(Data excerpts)
== Segment start ==

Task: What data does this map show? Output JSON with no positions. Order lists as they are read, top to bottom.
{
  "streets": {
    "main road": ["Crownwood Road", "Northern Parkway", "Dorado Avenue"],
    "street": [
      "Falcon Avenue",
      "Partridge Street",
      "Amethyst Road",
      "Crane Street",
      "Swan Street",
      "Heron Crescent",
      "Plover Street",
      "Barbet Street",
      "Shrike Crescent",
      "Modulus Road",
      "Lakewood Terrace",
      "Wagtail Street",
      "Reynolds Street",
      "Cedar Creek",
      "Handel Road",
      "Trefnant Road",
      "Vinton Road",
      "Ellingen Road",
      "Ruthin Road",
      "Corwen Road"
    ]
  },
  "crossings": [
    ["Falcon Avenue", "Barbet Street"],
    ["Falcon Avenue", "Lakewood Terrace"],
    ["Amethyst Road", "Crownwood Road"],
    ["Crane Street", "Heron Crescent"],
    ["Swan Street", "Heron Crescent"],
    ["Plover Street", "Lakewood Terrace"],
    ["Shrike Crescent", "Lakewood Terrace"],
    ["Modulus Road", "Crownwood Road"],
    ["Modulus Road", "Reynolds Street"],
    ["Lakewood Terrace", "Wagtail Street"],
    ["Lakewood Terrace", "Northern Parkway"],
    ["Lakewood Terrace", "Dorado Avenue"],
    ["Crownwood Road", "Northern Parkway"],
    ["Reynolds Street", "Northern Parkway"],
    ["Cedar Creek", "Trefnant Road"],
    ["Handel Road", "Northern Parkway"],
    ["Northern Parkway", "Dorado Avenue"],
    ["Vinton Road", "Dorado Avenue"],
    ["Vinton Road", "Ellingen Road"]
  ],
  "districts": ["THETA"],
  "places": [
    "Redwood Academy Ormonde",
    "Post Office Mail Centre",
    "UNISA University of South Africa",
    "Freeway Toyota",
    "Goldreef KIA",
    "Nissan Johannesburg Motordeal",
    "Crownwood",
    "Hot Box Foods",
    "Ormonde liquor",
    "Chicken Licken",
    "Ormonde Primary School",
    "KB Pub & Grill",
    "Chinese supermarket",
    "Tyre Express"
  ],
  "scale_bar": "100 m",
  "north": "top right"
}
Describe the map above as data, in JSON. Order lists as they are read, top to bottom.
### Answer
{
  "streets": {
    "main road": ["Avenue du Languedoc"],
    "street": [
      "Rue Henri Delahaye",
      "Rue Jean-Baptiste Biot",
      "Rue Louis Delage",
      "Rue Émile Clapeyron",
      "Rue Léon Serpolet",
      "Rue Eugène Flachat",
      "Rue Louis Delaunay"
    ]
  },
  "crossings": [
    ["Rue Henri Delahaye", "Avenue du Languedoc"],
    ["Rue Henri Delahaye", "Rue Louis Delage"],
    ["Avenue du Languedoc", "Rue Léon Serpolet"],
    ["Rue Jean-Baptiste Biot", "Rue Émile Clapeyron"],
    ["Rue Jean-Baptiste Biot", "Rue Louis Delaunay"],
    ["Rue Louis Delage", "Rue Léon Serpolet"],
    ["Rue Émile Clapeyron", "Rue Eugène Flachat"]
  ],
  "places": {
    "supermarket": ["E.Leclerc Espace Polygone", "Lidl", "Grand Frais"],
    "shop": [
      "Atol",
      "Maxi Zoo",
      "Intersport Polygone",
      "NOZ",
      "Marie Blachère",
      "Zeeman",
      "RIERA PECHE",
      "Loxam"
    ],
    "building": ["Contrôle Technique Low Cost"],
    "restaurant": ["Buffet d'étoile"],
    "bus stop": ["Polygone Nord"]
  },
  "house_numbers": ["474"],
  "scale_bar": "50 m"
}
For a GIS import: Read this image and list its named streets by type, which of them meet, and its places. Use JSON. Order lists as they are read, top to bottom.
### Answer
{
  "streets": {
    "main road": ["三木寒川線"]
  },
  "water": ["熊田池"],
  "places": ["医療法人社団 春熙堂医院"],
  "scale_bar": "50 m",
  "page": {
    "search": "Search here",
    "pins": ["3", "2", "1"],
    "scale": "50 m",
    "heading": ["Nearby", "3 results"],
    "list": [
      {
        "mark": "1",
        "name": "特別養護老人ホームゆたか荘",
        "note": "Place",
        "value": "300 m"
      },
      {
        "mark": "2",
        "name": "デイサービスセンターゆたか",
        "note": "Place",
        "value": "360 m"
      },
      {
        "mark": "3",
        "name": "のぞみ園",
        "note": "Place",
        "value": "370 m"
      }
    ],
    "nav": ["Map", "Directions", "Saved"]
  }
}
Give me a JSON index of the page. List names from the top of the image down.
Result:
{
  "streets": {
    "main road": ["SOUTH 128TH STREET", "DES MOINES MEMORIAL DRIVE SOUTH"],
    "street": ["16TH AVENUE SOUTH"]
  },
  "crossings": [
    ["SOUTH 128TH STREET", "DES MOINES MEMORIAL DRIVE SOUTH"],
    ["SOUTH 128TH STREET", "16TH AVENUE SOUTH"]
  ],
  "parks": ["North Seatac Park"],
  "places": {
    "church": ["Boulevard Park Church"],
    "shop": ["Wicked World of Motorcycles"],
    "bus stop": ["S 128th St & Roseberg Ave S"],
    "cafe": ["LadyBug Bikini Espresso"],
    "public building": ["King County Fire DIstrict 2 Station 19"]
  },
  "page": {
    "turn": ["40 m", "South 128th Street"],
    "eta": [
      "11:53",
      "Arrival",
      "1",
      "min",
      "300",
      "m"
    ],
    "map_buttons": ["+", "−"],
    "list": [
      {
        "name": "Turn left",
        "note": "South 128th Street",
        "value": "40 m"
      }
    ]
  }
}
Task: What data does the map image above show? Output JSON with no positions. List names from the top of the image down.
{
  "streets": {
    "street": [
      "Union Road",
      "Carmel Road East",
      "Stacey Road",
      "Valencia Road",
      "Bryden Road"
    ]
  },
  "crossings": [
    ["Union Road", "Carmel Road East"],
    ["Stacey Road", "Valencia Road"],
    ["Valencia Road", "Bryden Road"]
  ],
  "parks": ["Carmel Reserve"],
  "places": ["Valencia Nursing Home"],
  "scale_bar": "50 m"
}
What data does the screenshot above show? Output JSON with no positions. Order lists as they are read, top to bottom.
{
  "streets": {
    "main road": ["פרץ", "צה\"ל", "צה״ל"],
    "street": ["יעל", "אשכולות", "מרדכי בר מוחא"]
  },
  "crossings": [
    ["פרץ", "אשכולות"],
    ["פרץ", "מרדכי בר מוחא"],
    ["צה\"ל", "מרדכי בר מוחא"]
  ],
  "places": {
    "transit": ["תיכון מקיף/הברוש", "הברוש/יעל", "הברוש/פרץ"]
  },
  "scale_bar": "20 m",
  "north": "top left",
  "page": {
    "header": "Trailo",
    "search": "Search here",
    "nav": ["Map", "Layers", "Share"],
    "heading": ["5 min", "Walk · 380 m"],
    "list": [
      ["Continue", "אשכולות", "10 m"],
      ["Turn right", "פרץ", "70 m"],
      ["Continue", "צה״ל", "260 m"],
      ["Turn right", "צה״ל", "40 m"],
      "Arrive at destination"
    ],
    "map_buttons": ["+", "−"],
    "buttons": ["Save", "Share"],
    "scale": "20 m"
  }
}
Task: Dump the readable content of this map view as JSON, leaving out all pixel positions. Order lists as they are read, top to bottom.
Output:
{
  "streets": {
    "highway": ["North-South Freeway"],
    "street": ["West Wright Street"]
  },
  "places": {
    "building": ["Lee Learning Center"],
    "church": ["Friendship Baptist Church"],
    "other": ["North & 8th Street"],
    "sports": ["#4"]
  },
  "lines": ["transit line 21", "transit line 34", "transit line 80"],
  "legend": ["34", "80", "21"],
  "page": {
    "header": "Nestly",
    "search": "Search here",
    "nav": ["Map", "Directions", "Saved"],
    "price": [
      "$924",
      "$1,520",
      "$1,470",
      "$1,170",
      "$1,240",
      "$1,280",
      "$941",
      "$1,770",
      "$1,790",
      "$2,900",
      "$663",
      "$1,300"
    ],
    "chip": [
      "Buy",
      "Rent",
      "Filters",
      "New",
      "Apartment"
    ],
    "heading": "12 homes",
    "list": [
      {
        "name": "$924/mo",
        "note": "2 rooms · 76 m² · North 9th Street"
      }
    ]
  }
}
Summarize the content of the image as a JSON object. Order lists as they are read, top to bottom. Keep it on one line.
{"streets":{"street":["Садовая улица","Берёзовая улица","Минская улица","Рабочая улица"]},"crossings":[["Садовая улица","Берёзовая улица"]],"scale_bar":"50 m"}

== Segment end ==

▶ _What to produce_:
Lines with "lists" in them are what the answer must contain; copy each from the records above.

▶ _Solution to the exercise_:
Task: What data does this map show? Output JSON with no positions. Order lists as they are read, top to bottom.
Describe the map above as data, in JSON. Order lists as they are read, top to bottom.
For a GIS import: Read this image and list its named streets by type, which of them meet, and its places. Use JSON. Order lists as they are read, top to bottom.
What data does the screenshot above show? Output JSON with no positions. Order lists as they are read, top to bottom.
Task: Dump the readable content of this map view as JSON, leaving out all pixel positions. Order lists as they are read, top to bottom.
Summarize the content of the image as a JSON object. Order lists as they are read, top to bottom. Keep it on one line.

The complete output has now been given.